EXCERPTED DATA:
::::

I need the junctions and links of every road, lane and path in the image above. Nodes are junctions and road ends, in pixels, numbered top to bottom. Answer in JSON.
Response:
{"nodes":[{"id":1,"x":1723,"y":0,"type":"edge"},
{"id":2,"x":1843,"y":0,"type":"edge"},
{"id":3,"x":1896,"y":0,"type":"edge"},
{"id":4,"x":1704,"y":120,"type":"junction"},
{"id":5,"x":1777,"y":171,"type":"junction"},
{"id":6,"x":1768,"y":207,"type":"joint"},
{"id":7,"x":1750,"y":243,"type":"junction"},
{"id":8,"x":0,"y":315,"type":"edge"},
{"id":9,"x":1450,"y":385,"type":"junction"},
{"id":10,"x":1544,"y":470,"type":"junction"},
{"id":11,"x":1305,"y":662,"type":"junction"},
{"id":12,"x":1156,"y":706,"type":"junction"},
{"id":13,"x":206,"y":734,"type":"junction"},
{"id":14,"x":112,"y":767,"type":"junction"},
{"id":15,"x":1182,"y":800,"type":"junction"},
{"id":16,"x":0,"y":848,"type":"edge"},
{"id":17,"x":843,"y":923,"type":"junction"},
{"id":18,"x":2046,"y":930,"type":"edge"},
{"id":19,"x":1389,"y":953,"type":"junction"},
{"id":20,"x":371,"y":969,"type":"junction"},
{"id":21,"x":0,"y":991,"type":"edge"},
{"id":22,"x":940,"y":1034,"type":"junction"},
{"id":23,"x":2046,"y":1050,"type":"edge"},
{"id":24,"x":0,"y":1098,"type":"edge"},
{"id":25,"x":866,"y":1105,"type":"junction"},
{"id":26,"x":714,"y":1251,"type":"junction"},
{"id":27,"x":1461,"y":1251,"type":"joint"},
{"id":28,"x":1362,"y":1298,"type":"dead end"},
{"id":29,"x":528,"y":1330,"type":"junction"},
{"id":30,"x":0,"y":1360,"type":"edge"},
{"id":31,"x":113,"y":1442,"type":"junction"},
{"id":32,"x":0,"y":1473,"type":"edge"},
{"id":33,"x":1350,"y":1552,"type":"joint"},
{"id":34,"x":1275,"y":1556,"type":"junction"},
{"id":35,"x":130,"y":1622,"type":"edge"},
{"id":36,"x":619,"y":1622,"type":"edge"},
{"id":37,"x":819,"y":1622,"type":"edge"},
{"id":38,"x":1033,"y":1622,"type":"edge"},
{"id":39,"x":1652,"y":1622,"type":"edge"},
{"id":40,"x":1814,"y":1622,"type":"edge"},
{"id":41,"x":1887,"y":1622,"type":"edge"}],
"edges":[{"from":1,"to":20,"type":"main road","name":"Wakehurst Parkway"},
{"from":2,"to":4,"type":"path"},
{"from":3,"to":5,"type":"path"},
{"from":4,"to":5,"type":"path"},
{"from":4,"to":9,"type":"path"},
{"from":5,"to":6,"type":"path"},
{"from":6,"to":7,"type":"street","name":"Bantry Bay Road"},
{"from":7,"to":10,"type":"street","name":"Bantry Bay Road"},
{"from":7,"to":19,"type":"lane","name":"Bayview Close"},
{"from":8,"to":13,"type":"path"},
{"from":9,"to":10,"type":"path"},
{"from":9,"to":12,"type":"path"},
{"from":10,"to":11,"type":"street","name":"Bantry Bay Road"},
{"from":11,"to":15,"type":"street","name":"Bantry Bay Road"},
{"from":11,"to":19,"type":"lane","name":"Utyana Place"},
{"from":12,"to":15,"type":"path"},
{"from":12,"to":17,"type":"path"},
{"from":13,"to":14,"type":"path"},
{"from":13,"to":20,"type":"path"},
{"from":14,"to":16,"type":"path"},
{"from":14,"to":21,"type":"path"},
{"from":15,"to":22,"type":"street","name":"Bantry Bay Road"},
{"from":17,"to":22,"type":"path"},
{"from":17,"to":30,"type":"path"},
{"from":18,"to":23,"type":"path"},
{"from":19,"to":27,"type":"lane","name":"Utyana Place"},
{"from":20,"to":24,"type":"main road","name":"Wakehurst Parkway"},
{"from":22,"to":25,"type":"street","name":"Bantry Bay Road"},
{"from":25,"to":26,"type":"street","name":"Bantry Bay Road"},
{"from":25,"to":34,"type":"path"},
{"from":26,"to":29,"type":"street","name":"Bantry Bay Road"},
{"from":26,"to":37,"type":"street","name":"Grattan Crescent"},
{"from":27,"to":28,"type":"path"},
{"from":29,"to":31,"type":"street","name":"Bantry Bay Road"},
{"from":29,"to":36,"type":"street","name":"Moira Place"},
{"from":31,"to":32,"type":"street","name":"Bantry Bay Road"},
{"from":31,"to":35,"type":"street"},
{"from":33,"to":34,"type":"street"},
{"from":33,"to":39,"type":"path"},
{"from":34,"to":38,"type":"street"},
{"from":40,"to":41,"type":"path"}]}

::::

TASK TO CARRY OUT: An exact reproduction of all the records is needed.

YOUR SOLUTION:
I need the junctions and links of every road, lane and path in the image above. Nodes are junctions and road ends, in pixels, numbered top to bottom. Answer in JSON.
Response:
{"nodes":[{"id":1,"x":1723,"y":0,"type":"edge"},
{"id":2,"x":1843,"y":0,"type":"edge"},
{"id":3,"x":1896,"y":0,"type":"edge"},
{"id":4,"x":1704,"y":120,"type":"junction"},
{"id":5,"x":1777,"y":171,"type":"junction"},
{"id":6,"x":1768,"y":207,"type":"joint"},
{"id":7,"x":1750,"y":243,"type":"junction"},
{"id":8,"x":0,"y":315,"type":"edge"},
{"id":9,"x":1450,"y":385,"type":"junction"},
{"id":10,"x":1544,"y":470,"type":"junction"},
{"id":11,"x":1305,"y":662,"type":"junction"},
{"id":12,"x":1156,"y":706,"type":"junction"},
{"id":13,"x":206,"y":734,"type":"junction"},
{"id":14,"x":112,"y":767,"type":"junction"},
{"id":15,"x":1182,"y":800,"type":"junction"},
{"id":16,"x":0,"y":848,"type":"edge"},
{"id":17,"x":843,"y":923,"type":"junction"},
{"id":18,"x":2046,"y":930,"type":"edge"},
{"id":19,"x":1389,"y":953,"type":"junction"},
{"id":20,"x":371,"y":969,"type":"junction"},
{"id":21,"x":0,"y":991,"type":"edge"},
{"id":22,"x":940,"y":1034,"type":"junction"},
{"id":23,"x":2046,"y":1050,"type":"edge"},
{"id":24,"x":0,"y":1098,"type":"edge"},
{"id":25,"x":866,"y":1105,"type":"junction"},
{"id":26,"x":714,"y":1251,"type":"junction"},
{"id":27,"x":1461,"y":1251,"type":"joint"},
{"id":28,"x":1362,"y":1298,"type":"dead end"},
{"id":29,"x":528,"y":1330,"type":"junction"},
{"id":30,"x":0,"y":1360,"type":"edge"},
{"id":31,"x":113,"y":1442,"type":"junction"},
{"id":32,"x":0,"y":1473,"type":"edge"},
{"id":33,"x":1350,"y":1552,"type":"joint"},
{"id":34,"x":1275,"y":1556,"type":"junction"},
{"id":35,"x":130,"y":1622,"type":"edge"},
{"id":36,"x":619,"y":1622,"type":"edge"},
{"id":37,"x":819,"y":1622,"type":"edge"},
{"id":38,"x":1033,"y":1622,"type":"edge"},
{"id":39,"x":1652,"y":1622,"type":"edge"},
{"id":40,"x":1814,"y":1622,"type":"edge"},
{"id":41,"x":1887,"y":1622,"type":"edge"}],
"edges":[{"from":1,"to":20,"type":"main road","name":"Wakehurst Parkway"},
{"from":2,"to":4,"type":"path"},
{"from":3,"to":5,"type":"path"},
{"from":4,"to":5,"type":"path"},
{"from":4,"to":9,"type":"path"},
{"from":5,"to":6,"type":"path"},
{"from":6,"to":7,"type":"street","name":"Bantry Bay Road"},
{"from":7,"to":10,"type":"street","name":"Bantry Bay Road"},
{"from":7,"to":19,"type":"lane","name":"Bayview Close"},
{"from":8,"to":13,"type":"path"},
{"from":9,"to":10,"type":"path"},
{"from":9,"to":12,"type":"path"},
{"from":10,"to":11,"type":"street","name":"Bantry Bay Road"},
{"from":11,"to":15,"type":"street","name":"Bantry Bay Road"},
{"from":11,"to":19,"type":"lane","name":"Utyana Place"},
{"from":12,"to":15,"type":"path"},
{"from":12,"to":17,"type":"path"},
{"from":13,"to":14,"type":"path"},
{"from":13,"to":20,"type":"path"},
{"from":14,"to":16,"type":"path"},
{"from":14,"to":21,"type":"path"},
{"from":15,"to":22,"type":"street","name":"Bantry Bay Road"},
{"from":17,"to":22,"type":"path"},
{"from":17,"to":30,"type":"path"},
{"from":18,"to":23,"type":"path"},
{"from":19,"to":27,"type":"lane","name":"Utyana Place"},
{"from":20,"to":24,"type":"main road","name":"Wakehurst Parkway"},
{"from":22,"to":25,"type":"street","name":"Bantry Bay Road"},
{"from":25,"to":26,"type":"street","name":"Bantry Bay Road"},
{"from":25,"to":34,"type":"path"},
{"from":26,"to":29,"type":"street","name":"Bantry Bay Road"},
{"from":26,"to":37,"type":"street","name":"Grattan Crescent"},
{"from":27,"to":28,"type":"path"},
{"from":29,"to":31,"type":"street","name":"Bantry Bay Road"},
{"from":29,"to":36,"type":"street","name":"Moira Place"},
{"from":31,"to":32,"type":"street","name":"Bantry Bay Road"},
{"from":31,"to":35,"type":"street"},
{"from":33,"to":34,"type":"street"},
{"from":33,"to":39,"type":"path"},
{"from":34,"to":38,"type":"street"},
{"from":40,"to":41,"type":"path"}]}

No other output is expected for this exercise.